Fondamentale mais discrète, la contrebasse occupe rarement le devant de la scène. C'est elle pourtant qui définit l'ancrage harmonique et l'assise rythmique de l'improvisation jazz. On a pu parfois se passer de piano ou de batterie, on n'a jamais pu omettre la contrebasse. Et quand, au-delà de cet obscur travail d'architecte, se révèle un tempérament de soliste, tous les instruments se taisent pour que s'élève le chant sourd de ce cœur qui s'affole ou se calme. D'immenses musiciens, souvent inconnus du grand public, ont choisi cette voie souterraine : Wellman Braud, Jimmy Blanton, Slam Stewart, Charlie Mingus, Paul Chambers, Percy Heath, Oscar Pettiford, Niels-Henning Ørsted Pedersen, Ron Carter, Tommy Potter, Charlie Haden, Ray Brown... Jean-François Jenny-Clark était de cette race.
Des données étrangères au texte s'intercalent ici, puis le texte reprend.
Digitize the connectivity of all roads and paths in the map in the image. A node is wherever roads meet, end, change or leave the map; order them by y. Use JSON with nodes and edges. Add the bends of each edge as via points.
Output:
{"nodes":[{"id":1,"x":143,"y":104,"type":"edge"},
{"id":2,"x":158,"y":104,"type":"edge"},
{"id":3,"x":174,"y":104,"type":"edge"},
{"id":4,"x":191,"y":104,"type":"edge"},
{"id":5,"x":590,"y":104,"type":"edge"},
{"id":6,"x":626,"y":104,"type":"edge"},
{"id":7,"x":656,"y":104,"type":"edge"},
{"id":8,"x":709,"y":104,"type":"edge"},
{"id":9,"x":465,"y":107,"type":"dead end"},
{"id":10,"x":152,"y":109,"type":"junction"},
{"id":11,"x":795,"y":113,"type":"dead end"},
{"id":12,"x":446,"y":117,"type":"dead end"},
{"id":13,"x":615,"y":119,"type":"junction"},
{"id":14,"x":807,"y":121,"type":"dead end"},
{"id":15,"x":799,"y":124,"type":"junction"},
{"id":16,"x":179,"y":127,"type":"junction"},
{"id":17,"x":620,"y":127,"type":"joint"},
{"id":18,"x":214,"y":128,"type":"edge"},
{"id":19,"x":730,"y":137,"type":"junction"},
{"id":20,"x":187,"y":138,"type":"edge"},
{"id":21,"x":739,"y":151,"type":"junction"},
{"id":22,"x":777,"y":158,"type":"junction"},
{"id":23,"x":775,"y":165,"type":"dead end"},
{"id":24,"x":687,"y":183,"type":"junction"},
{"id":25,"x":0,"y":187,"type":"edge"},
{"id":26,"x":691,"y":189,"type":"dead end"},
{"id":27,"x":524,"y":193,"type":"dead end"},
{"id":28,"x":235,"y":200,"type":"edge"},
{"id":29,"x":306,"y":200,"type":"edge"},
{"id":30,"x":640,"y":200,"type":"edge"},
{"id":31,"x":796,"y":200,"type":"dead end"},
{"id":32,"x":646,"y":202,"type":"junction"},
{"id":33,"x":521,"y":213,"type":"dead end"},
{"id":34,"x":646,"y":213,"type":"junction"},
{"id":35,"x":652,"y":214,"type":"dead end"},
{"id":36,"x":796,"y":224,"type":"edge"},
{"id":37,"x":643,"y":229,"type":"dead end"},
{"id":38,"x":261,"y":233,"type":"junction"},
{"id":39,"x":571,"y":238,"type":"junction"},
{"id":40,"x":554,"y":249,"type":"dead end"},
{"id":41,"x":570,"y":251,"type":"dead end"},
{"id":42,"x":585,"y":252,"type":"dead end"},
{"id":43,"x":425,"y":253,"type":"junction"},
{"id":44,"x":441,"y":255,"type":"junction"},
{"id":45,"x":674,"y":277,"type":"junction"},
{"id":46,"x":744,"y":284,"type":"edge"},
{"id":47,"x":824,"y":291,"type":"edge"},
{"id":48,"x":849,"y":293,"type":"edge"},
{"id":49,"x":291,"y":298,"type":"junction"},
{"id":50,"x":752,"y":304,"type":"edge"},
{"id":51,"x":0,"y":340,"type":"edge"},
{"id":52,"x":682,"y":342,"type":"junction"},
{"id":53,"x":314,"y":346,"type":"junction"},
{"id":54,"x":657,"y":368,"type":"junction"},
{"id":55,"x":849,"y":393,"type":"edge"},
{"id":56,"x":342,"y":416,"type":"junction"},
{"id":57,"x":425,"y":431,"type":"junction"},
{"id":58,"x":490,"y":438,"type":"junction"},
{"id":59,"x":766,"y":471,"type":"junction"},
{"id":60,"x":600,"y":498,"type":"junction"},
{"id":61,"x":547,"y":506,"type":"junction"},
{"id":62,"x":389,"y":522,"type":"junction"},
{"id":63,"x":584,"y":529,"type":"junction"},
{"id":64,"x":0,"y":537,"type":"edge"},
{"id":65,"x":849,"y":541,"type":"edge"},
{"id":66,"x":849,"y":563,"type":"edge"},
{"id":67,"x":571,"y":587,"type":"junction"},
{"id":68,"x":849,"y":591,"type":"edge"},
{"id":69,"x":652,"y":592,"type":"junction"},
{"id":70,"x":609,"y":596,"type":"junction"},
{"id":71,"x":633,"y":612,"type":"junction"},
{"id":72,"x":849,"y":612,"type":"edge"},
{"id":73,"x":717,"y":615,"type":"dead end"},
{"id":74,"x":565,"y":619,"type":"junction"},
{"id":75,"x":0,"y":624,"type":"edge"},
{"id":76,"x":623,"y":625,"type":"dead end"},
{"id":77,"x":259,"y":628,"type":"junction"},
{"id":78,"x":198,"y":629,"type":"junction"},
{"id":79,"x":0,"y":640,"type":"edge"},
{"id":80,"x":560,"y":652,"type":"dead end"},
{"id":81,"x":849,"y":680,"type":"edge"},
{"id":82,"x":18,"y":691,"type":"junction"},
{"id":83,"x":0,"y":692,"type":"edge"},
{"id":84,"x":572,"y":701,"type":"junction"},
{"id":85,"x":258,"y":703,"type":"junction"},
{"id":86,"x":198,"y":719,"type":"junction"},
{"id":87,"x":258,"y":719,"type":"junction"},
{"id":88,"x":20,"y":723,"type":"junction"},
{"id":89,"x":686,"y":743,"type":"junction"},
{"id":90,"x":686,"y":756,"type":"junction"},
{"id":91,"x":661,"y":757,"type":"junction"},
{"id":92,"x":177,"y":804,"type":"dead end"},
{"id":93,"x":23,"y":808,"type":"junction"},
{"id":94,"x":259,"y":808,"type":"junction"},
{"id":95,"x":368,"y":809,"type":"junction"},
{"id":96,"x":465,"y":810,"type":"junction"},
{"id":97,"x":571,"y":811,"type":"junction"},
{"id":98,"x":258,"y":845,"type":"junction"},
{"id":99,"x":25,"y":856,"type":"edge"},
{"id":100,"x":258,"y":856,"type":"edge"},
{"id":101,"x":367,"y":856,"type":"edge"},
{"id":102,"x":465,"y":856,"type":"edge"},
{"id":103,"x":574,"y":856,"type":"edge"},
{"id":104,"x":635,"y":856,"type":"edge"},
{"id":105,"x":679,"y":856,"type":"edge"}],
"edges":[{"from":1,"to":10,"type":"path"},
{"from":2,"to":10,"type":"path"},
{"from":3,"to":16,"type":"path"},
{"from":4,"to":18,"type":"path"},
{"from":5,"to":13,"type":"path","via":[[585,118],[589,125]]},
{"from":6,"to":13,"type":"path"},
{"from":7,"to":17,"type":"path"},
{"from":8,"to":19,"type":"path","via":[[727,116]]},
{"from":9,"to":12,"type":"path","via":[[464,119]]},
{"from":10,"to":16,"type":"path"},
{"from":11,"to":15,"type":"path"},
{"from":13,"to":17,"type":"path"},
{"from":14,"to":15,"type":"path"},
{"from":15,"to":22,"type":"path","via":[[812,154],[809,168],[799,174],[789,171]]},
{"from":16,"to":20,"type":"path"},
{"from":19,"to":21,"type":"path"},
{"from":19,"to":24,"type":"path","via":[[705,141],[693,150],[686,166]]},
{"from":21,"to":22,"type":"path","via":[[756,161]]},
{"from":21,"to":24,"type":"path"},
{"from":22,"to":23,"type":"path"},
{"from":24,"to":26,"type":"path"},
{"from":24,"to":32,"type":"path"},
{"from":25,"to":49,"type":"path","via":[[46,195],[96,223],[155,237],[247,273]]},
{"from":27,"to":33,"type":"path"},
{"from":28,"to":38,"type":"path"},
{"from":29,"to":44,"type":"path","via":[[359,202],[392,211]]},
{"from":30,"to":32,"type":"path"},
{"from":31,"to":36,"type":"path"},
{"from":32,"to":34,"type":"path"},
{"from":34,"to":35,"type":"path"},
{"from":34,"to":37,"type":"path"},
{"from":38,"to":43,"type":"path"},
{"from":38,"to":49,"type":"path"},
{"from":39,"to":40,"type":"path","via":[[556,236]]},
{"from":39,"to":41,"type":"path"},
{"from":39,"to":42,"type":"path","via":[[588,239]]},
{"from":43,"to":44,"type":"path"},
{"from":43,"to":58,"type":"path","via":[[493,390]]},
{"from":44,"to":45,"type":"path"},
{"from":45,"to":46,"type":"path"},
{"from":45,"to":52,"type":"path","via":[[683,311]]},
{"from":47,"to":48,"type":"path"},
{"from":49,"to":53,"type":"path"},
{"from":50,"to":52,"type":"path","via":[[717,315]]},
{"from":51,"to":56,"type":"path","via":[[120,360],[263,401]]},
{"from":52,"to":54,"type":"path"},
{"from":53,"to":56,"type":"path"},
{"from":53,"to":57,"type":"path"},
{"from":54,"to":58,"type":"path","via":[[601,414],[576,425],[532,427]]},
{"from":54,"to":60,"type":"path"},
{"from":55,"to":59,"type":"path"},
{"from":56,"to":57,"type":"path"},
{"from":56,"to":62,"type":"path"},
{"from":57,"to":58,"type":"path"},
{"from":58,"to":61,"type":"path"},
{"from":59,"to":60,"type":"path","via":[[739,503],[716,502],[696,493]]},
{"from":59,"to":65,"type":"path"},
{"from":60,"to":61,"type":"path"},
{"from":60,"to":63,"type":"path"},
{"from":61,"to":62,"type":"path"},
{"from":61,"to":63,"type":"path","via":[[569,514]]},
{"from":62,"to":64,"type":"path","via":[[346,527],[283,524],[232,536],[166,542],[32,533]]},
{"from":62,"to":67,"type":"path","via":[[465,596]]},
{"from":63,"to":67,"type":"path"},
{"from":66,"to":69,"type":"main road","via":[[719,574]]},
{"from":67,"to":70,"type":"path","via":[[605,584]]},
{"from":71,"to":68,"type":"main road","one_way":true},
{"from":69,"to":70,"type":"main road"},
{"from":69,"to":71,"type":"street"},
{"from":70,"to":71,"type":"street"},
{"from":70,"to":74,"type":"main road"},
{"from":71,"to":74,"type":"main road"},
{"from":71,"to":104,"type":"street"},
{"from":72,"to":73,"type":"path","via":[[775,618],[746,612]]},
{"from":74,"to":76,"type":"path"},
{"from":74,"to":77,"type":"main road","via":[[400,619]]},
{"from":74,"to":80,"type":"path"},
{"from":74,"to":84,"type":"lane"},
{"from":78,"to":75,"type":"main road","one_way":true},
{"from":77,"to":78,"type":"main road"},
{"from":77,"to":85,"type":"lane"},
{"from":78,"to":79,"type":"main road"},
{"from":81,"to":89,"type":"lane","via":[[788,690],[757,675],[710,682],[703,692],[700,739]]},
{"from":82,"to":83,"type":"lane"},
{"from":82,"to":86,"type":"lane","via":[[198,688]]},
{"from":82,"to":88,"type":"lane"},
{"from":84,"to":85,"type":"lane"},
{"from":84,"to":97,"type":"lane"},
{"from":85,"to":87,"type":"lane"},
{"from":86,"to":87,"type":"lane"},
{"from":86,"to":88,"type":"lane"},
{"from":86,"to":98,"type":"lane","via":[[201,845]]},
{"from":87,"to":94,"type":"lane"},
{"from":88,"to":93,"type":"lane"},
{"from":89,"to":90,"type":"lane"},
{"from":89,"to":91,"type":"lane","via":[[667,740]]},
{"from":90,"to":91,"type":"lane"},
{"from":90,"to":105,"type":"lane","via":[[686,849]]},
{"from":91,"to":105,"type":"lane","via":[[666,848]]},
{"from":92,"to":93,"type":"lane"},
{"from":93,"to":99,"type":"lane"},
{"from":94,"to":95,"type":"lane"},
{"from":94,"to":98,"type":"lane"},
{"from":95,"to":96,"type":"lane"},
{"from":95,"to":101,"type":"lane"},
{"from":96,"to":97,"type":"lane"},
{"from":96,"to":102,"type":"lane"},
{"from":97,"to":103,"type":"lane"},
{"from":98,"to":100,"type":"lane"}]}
Il naît à Toulouse le 12 juillet 1944. Il n'a que seize ans quand Jackie McLean l'entend à Paris au Chat qui pêche. Sans hésiter, il l'engage durant deux ans (1960-1961). Le jeune contrebassiste rejoint ensuite Don Cherry (1963-1964) et sera le partenaire de Gato Barbieri. S'allonge alors la liste des grands du jazz qui le réclament : Bernard Vitet, Beb Guérin, François Tusque, Aldo Romano, Pharoah Sanders (1965), Jean-Luc Ponty (1966-1967), Martial Solal (1967-1968).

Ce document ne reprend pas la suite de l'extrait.